Peut-être aurait-elle dû éprouver du soulagement de ne pas voir ses proches mourir jour après jour, seconde après seconde. Peut-être aurait-elle dû se sentir rassurée de ne pas se souvenir de l'odeur de leur corps carbonisés ou bien du son de leur voix qui imploraient la déesse de les sauver. Peut-être était-ce mieux ainsi. Peut-être...
Helja se laissa glisser dans la baignoire, plongeant sa tête sous l'eau. Dans un silence apaisant, où l'unique bruit de ses mouvements se répercutait en échos dans le liquide, elle s'efforça de chasser ses idées noires. Si son cerveau restait bloqué dessus, elle aurait du mal à passer à autre chose, et alors la frustration prendrait le devant et l'empêcherait d'avancer. Mais ce n'était pas si facile. La jeune femme demeura donc en apnée bien longtemps. Seule.
Une fois lavée et habillée d'une nouvelle combinaison ébène, deux poignards soigneusement cachés sur elle, Helja descendit dans la cuisine.

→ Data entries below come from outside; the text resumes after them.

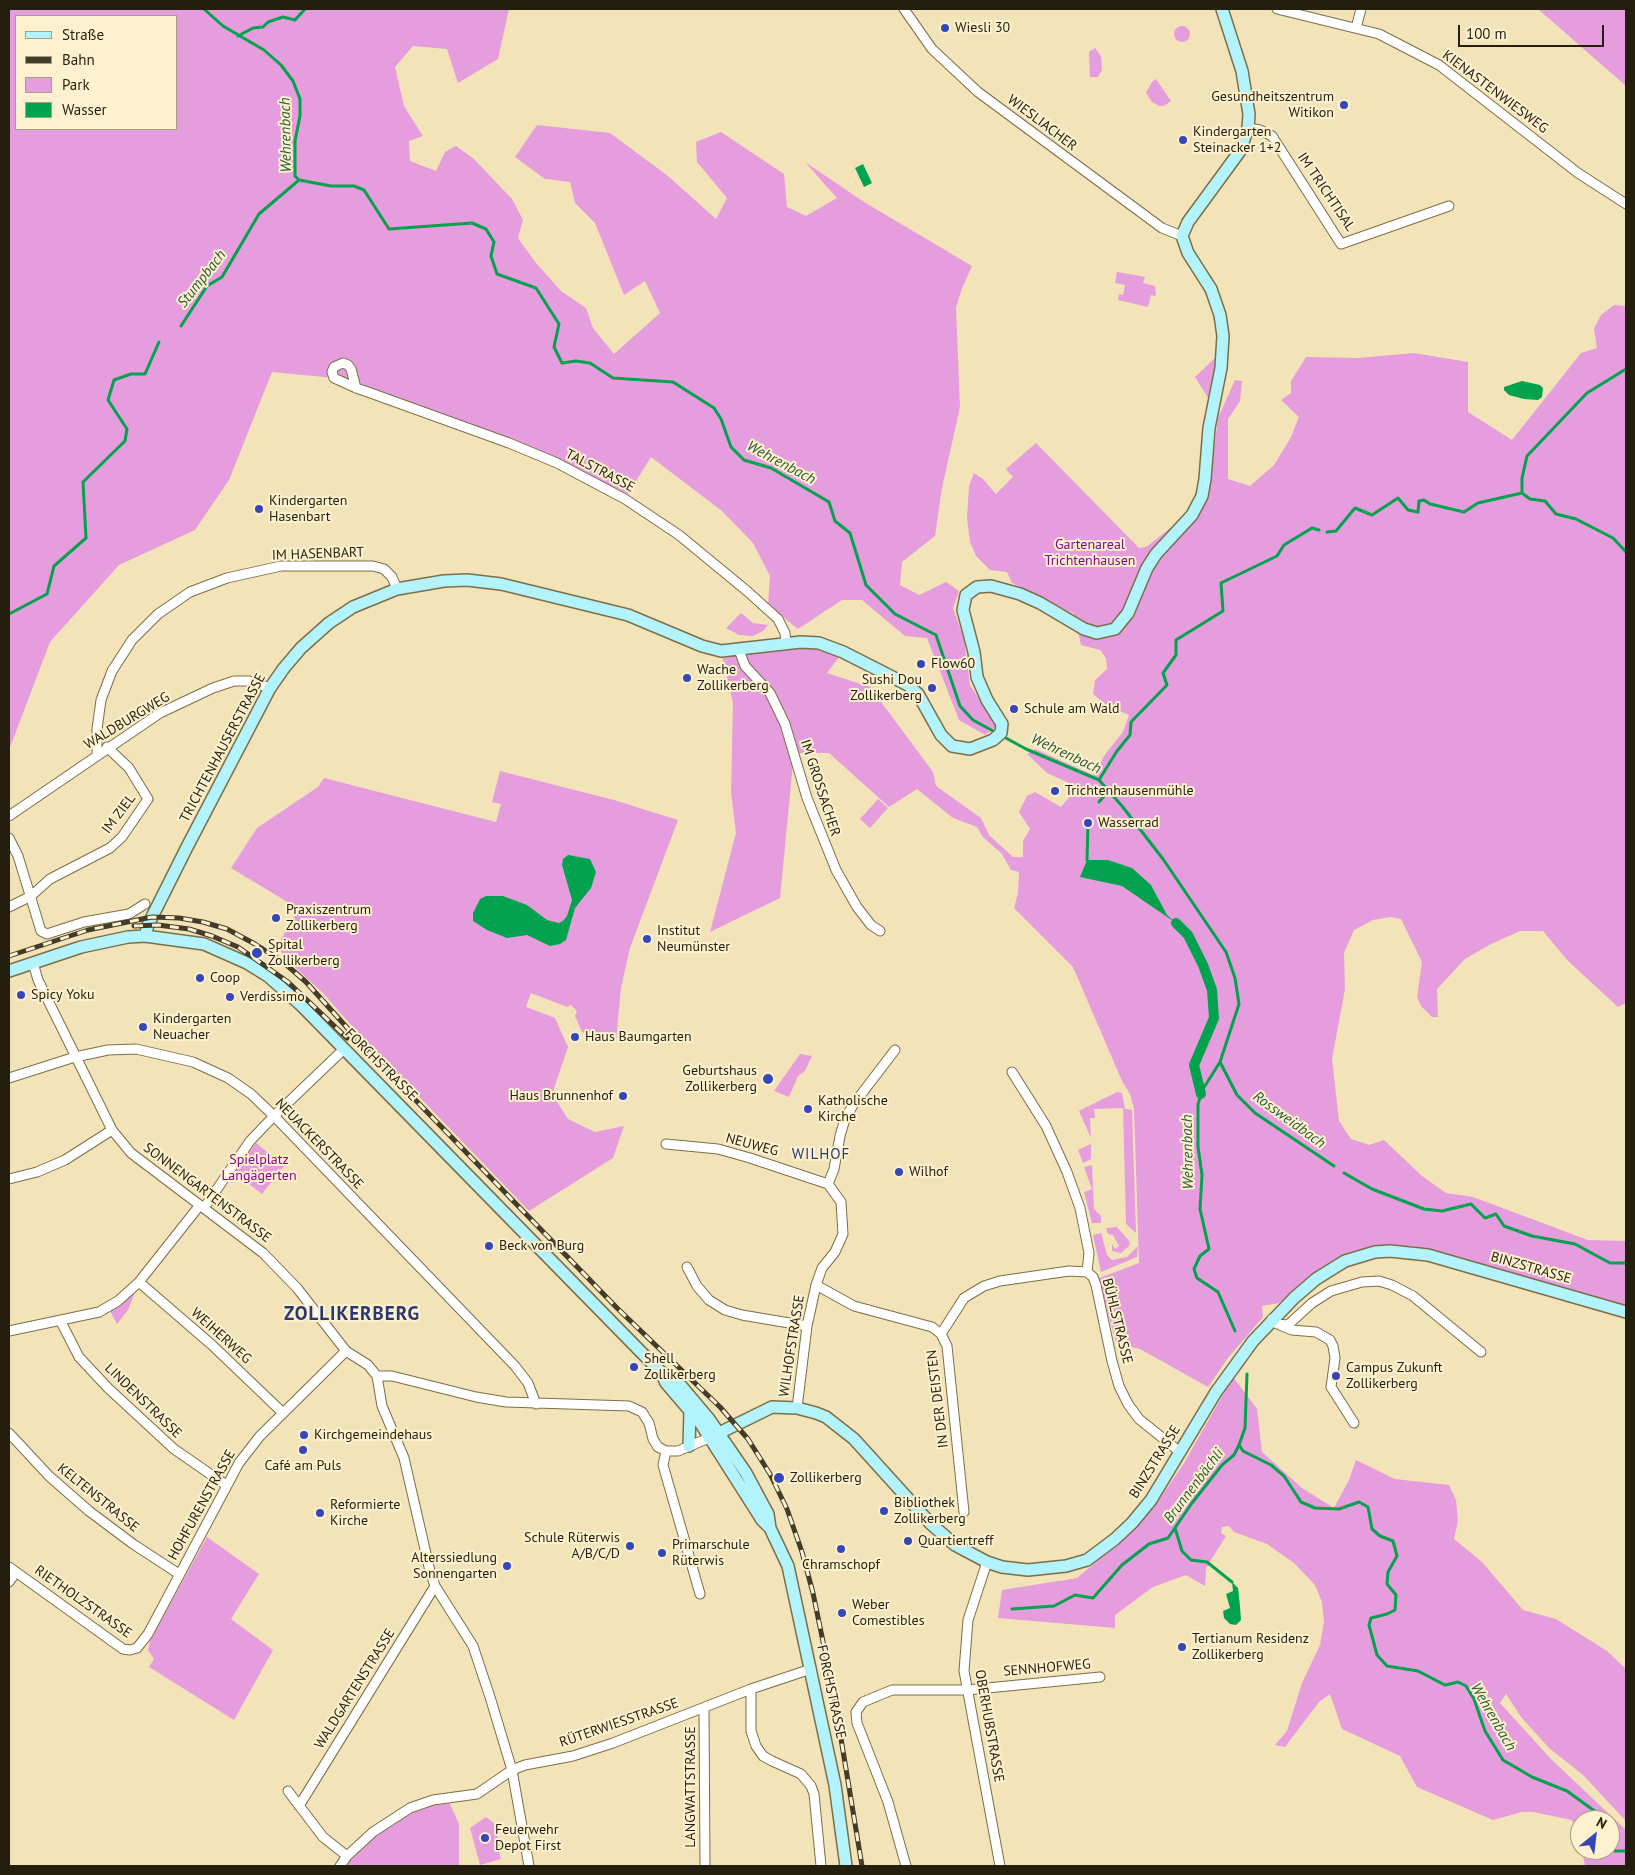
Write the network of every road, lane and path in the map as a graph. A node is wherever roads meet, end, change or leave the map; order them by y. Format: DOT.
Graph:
graph roads {
  1 [pos="904,9"];
  2 [pos="1222,9"];
  3 [pos="1277,9"];
  4 [pos="1361,9"];
  5 [pos="1356,28"];
  6 [pos="1248,128"];
  7 [pos="1626,204"];
  8 [pos="1449,206"];
  9 [pos="1182,236"];
  10 [pos="356,388"];
  11 [pos="397,589"];
  12 [pos="786,644"];
  13 [pos="739,650"];
  14 [pos="270,688"];
  15 [pos="107,747"];
  16 [pos="97,754"];
  17 [pos="9,816"];
  18 [pos="9,838"];
  19 [pos="31,896"];
  20 [pos="145,904"];
  21 [pos="9,907"];
  22 [pos="880,931"];
  23 [pos="145,936"];
  24 [pos="32,963"];
  25 [pos="9,971"];
  26 [pos="344,1048"];
  27 [pos="895,1050"];
  28 [pos="75,1057"];
  29 [pos="1012,1072"];
  30 [pos="9,1078"];
  31 [pos="274,1116"];
  32 [pos="112,1130"];
  33 [pos="666,1144"];
  34 [pos="9,1179"];
  35 [pos="828,1184"];
  36 [pos="202,1207"];
  37 [pos="687,1267"];
  38 [pos="1087,1272"];
  39 [pos="139,1282"];
  40 [pos="816,1284"];
  41 [pos="1626,1312"];
  42 [pos="60,1320"];
  43 [pos="1275,1321"];
  44 [pos="807,1326"];
  45 [pos="9,1331"];
  46 [pos="941,1334"];
  47 [pos="346,1351"];
  48 [pos="1481,1352"];
  49 [pos="661,1372"];
  50 [pos="377,1376"];
  51 [pos="536,1404"];
  52 [pos="797,1408"];
  53 [pos="690,1410"];
  54 [pos="282,1412"];
  55 [pos="1354,1423"];
  56 [pos="9,1433"];
  57 [pos="713,1436"];
  58 [pos="689,1446"];
  59 [pos="666,1452"];
  60 [pos="1180,1452"];
  61 [pos="226,1485"];
  62 [pos="964,1512"];
  63 [pos="987,1562"];
  64 [pos="12,1569"];
  65 [pos="180,1574"];
  66 [pos="9,1582"];
  67 [pos="435,1586"];
  68 [pos="700,1594"];
  69 [pos="142,1642"];
  70 [pos="811,1670"];
  71 [pos="1100,1677"];
  72 [pos="751,1690"];
  73 [pos="967,1690"];
  74 [pos="704,1708"];
  75 [pos="512,1770"];
  76 [pos="288,1791"];
  77 [pos="299,1806"];
  78 [pos="347,1856"];
  79 [pos="340,1866"];
  80 [pos="529,1866"];
  81 [pos="705,1866"];
  82 [pos="822,1866"];
  83 [pos="846,1866"];
  84 [pos="906,1866"];
  85 [pos="1000,1866"];
  1 -- 9 [label="street, WIESLIACHER"];
  2 -- 6 [label="main road"];
  3 -- 5 [label="street, KIENASTENWIESWEG"];
  4 -- 5 [label="street"];
  5 -- 7 [label="street, KIENASTENWIESWEG"];
  6 -- 8 [label="street, IM TRICHTISAL"];
  6 -- 9 [label="main road"];
  9 -- 12 [label="main road, TRICHTENHAUSERSTRASSE"];
  10 -- 12 [label="street, TALSTRASSE"];
  11 -- 13 [label="main road, TRICHTENHAUSERSTRASSE"];
  11 -- 14 [label="main road, TRICHTENHAUSERSTRASSE"];
  11 -- 16 [label="street, IM HASENBART"];
  12 -- 13 [label="main road, TRICHTENHAUSERSTRASSE"];
  13 -- 22 [label="street, IM GROSSACHER"];
  14 -- 15 [label="street, WALDBURGWEG"];
  14 -- 23 [label="main road, TRICHTENHAUSERSTRASSE"];
  15 -- 16 [label="street, WALDBURGWEG"];
  15 -- 19 [label="street, IM ZIEL"];
  16 -- 17 [label="street, WALDBURGWEG"];
  18 -- 19 [label="street"];
  19 -- 20 [label="street"];
  19 -- 21 [label="street, IM ZIEL"];
  23 -- 24 [label="main road, FORCHSTRASSE"];
  23 -- 26 [label="main road, FORCHSTRASSE"];
  24 -- 25 [label="main road, FORCHSTRASSE"];
  24 -- 28 [label="street, SONNENGARTENSTRASSE"];
  26 -- 31 [label="street"];
  26 -- 49 [label="main road, FORCHSTRASSE"];
  27 -- 35 [label="street"];
  28 -- 30 [label="street, NEUACKERSTRASSE"];
  28 -- 31 [label="street, NEUACKERSTRASSE"];
  28 -- 32 [label="street, SONNENGARTENSTRASSE"];
  29 -- 38 [label="street, BÜHLSTRASSE"];
  31 -- 36 [label="street"];
  31 -- 51 [label="street, NEUACKERSTRASSE"];
  32 -- 34 [label="street"];
  32 -- 36 [label="street, SONNENGARTENSTRASSE"];
  33 -- 35 [label="street, NEUWEG"];
  35 -- 40 [label="street, WILHOFSTRASSE"];
  36 -- 39 [label="street"];
  36 -- 47 [label="street, SONNENGARTENSTRASSE"];
  37 -- 44 [label="street"];
  38 -- 46 [label="street, IN DER DEISTEN"];
  38 -- 60 [label="street, BÜHLSTRASSE"];
  39 -- 42 [label="street"];
  39 -- 54 [label="street, WEIHERWEG"];
  40 -- 44 [label="street, WILHOFSTRASSE"];
  40 -- 46 [label="street"];
  41 -- 43 [label="main road, BINZSTRASSE"];
  42 -- 45 [label="street"];
  42 -- 61 [label="street, LINDENSTRASSE"];
  43 -- 48 [label="street"];
  43 -- 55 [label="street"];
  43 -- 60 [label="main road, BINZSTRASSE"];
  44 -- 52 [label="street, WILHOFSTRASSE"];
  46 -- 62 [label="street, IN DER DEISTEN"];
  47 -- 50 [label="street, SONNENGARTENSTRASSE"];
  47 -- 54 [label="street, HOHFURENSTRASSE"];
  49 -- 53 [label="main road, FORCHSTRASSE"];
  49 -- 57 [label="main road, FORCHSTRASSE"];
  50 -- 51 [label="street"];
  50 -- 67 [label="street"];
  51 -- 59 [label="street"];
  52 -- 57 [label="main road, BINZSTRASSE"];
  52 -- 63 [label="main road, BINZSTRASSE"];
  53 -- 57 [label="main road, FORCHSTRASSE"];
  53 -- 58 [label="main road"];
  54 -- 61 [label="street, HOHFURENSTRASSE"];
  56 -- 65 [label="street, KELTENSTRASSE"];
  57 -- 58 [label="street"];
  57 -- 70 [label="main road, FORCHSTRASSE"];
  58 -- 59 [label="street"];
  59 -- 68 [label="street"];
  60 -- 63 [label="main road, BINZSTRASSE"];
  61 -- 65 [label="street, HOHFURENSTRASSE"];
  63 -- 73 [label="street, OBERHUBSTRASSE"];
  64 -- 66 [label="street"];
  64 -- 69 [label="street, RIETHOLZSTRASSE"];
  65 -- 69 [label="street, HOHFURENSTRASSE"];
  67 -- 75 [label="street"];
  67 -- 77 [label="street, WALDGARTENSTRASSE"];
  70 -- 72 [label="street, RÜTERWIESSTRASSE"];
  70 -- 83 [label="main road, FORCHSTRASSE"];
  71 -- 73 [label="street, SENNHOFWEG"];
  72 -- 74 [label="street, RÜTERWIESSTRASSE"];
  72 -- 82 [label="street"];
  73 -- 84 [label="street, SENNHOFWEG"];
  73 -- 85 [label="street, OBERHUBSTRASSE"];
  74 -- 75 [label="street, RÜTERWIESSTRASSE"];
  74 -- 81 [label="street, LANGWATTSTRASSE"];
  75 -- 78 [label="street, RÜTERWIESSTRASSE"];
  75 -- 80 [label="street"];
  76 -- 77 [label="street"];
  77 -- 78 [label="street"];
  78 -- 79 [label="street, RÜTERWIESSTRASSE"];
}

Elle aperçut tout de suite le morceau de parchemin où Bastet avait tenté de griffonner, mais des pattes de chat s'avéraient peu habiles pour manier une plume. Aussi, la feuille était recouverte de mots à moitié orthographiés, d'encre étalée et de traces de coussinets.
1 contra é 1 contra. Honor le ti1. Je n'é plu r à mang
Helja se mit à sourire bêtement et en déduisit qu'elle devait se coltiner les achats de la semaine.
Elle sortit aussitôt de la maison et aperçut au loin le grand chat noir allongé dans l'herbe, face au soleil, désormais au point le plus haut de la journée. L'animal ne lui accorda aucun regard lorsqu'elle réveilla et détacha le cheval qui était en train de dormir debout, ni même lorsqu'elle monta dessus et s'éloigna. Dès lors qu'elle franchit le seuil du sort de dissimulation, son collier vibra, chauffa, s'illumina et tout derrière elle disparut, laissant place à une étendue de fleurs jaunes.